Outlier (Bonferroni Outlier Test), homogeneity (Bartlett's), normality (Shapiro-Wilk), composite
homogeneity/normality (Fisher chi-square combining Bartlett's and Shapiro-Wilk), and Jonckeere's
(monotone trend) tests are available. All tests are executed unless a smaller set is specified using
the 'tests' parameter. Outlier test. Calls car::outlierTest -- there is at least one Bonferroni-adjusted outlier
if the p value is less than the targeted alpha level.
Bartletts. Variances are non-homogeneous if the p value is less than the targeted alpha level.
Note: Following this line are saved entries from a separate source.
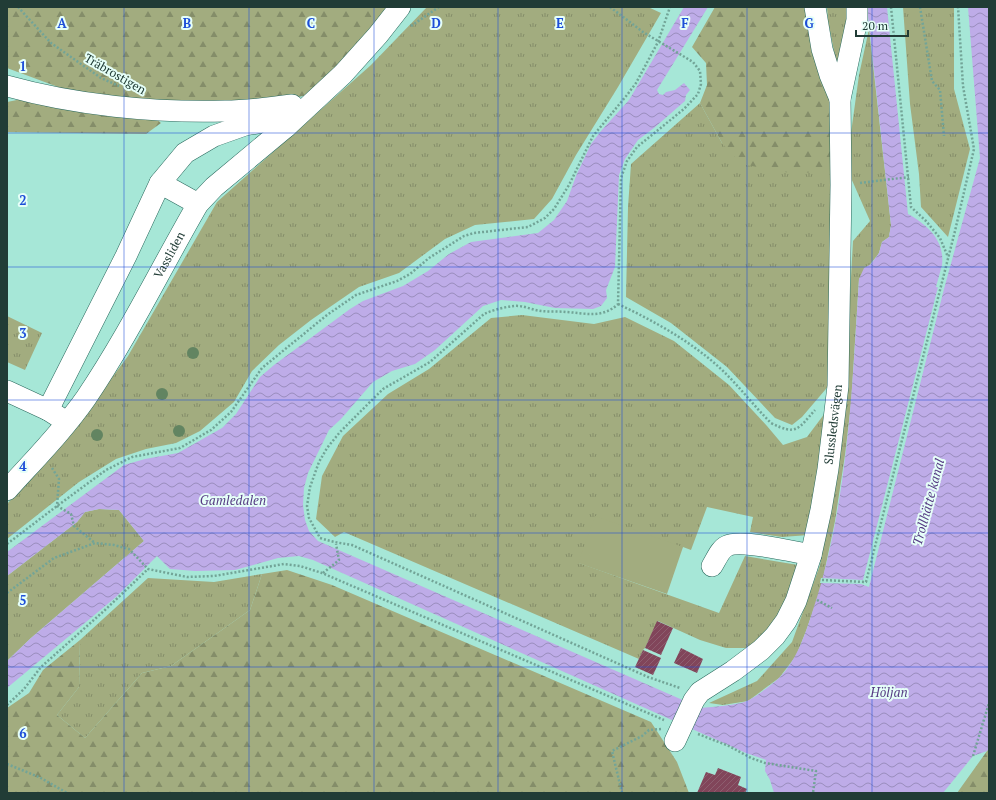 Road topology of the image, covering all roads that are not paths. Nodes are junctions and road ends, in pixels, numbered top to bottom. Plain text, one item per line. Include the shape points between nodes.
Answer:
1 (400, 7) edge
2 (815, 7) edge
3 (857, 7) edge
4 (7, 86) edge
5 (840, 99) junction
6 (293, 120) junction
7 (160, 183) junction
8 (198, 204) junction
9 (7, 391) edge
10 (48, 410) junction
11 (67, 423) junction
12 (7, 490) edge
13 (811, 555) junction
14 (712, 566) dead end
15 (678, 734) road end

1 - 6 street, Vassliden via 342,74
2 - 5 street, Slussledsvägen via 822,50
3 - 5 street, Slussledsvägen
4 - 6 street via 63,100 150,109 225,111 292,105
5 - 13 street, Slussledsvägen via 838,386 828,469
6 - 7 street via 245,125 214,136 185,153
6 - 8 street, Vassliden via 214,187
7 - 8 street
7 - 10 street
8 - 11 street, Vassliden via 110,361
9 - 10 street
10 - 11 street
11 - 12 street, Vassliden
13 - 14 street via 737,544 726,546
13 - 15 street, Slussledsvägen via 796,601 776,636 761,650 697,696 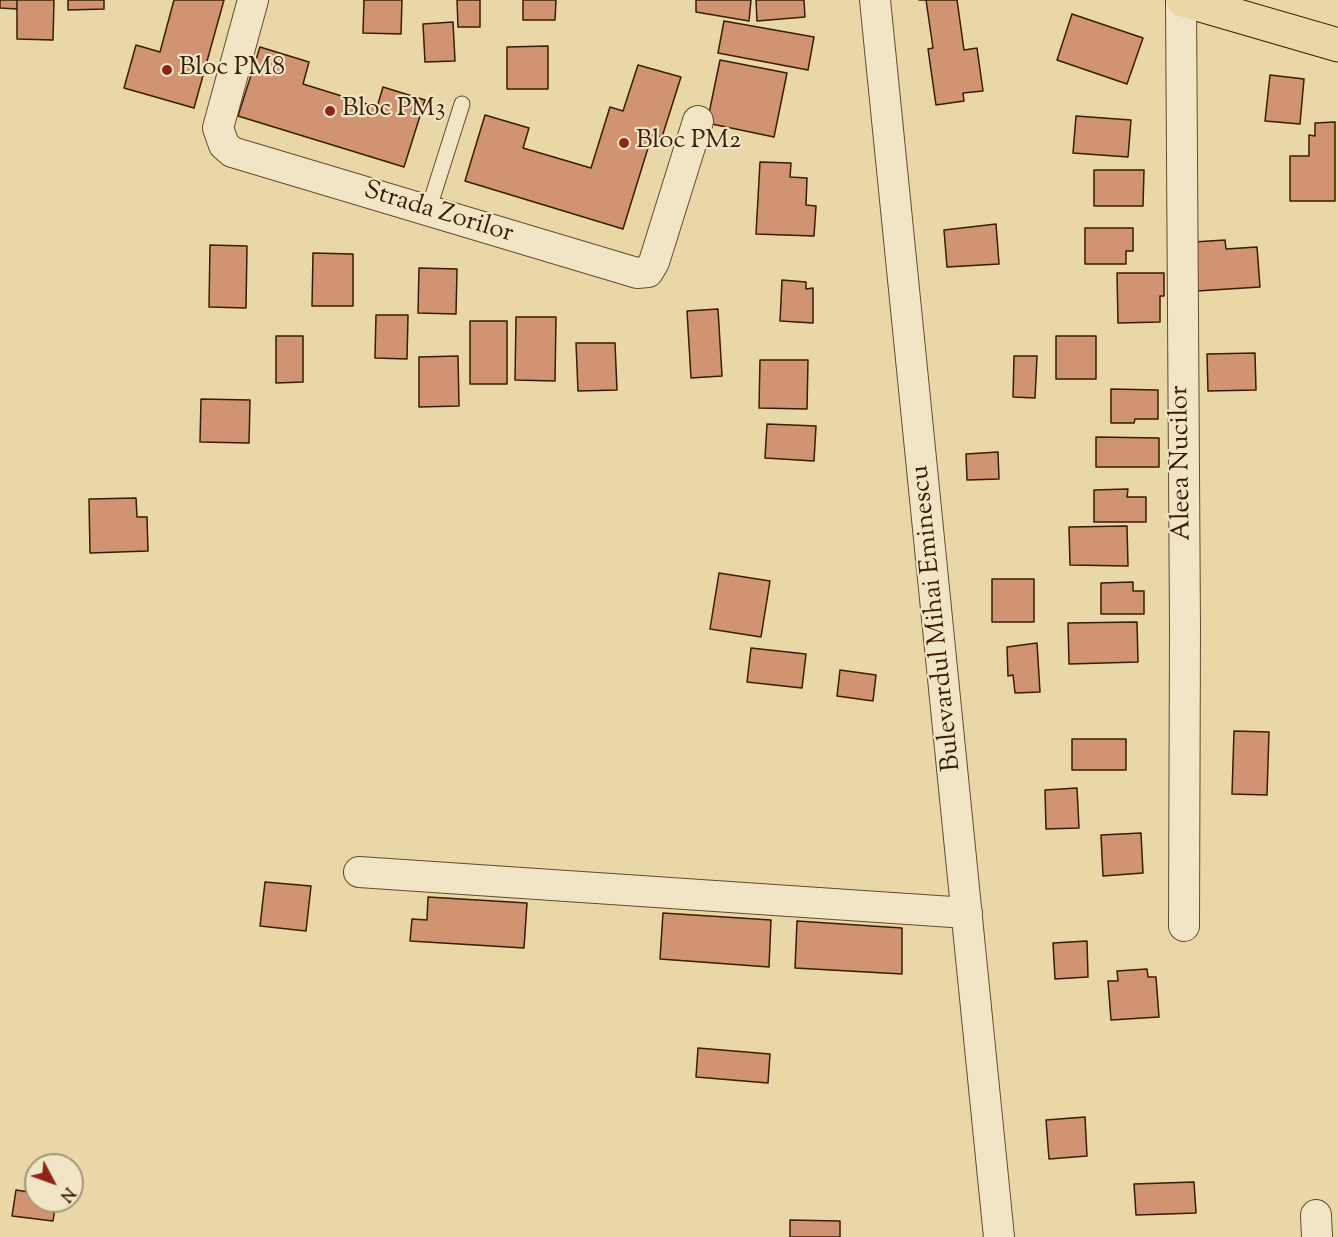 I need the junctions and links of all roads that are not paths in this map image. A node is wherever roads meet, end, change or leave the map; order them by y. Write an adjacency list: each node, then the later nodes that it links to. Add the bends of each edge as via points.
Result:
1 (253, 0): 7 (street, Strada Zorilor, via 218,128 224,145 232,152)
2 (875, 0): 9 (street, Bulevardul Mihai Eminescu)
3 (1182, 0): 4 (main road); 10 (street, Aleea Nucilor)
4 (1338, 45)
5 (462, 104): 7 (lane)
6 (698, 121): 7 (street, Strada Zorilor, via 648,272 637,273)
7 (428, 211)
8 (360, 872): 9 (street)
9 (967, 914): 11 (street, Bulevardul Mihai Eminescu)
10 (1184, 926)
11 (999, 1237)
Shapiro-Wilk. The variable is non-normally distributed if the p-value is
less than the targeted alpha level.
Chisquare. Fisher's combined p value for Bartlett's and Shapiro-Wilk tests.
This indexes the conformance of the outcome and its transformations
to both normality and variance homogeneity. Generally, the
response transformation associated with the least-significant
(highest p-value) is the most desirable transformation.
Jonckheere. There is evidence of a monotonic trend if the p-value is lower than
the targeted alpha.
All columns other than the one identified as the dosecolumn are subjected to these tests;
therefore the input data frame should only contain the dosecolumn and response column(s).
This function is currently only intended for use on continuous outcome data.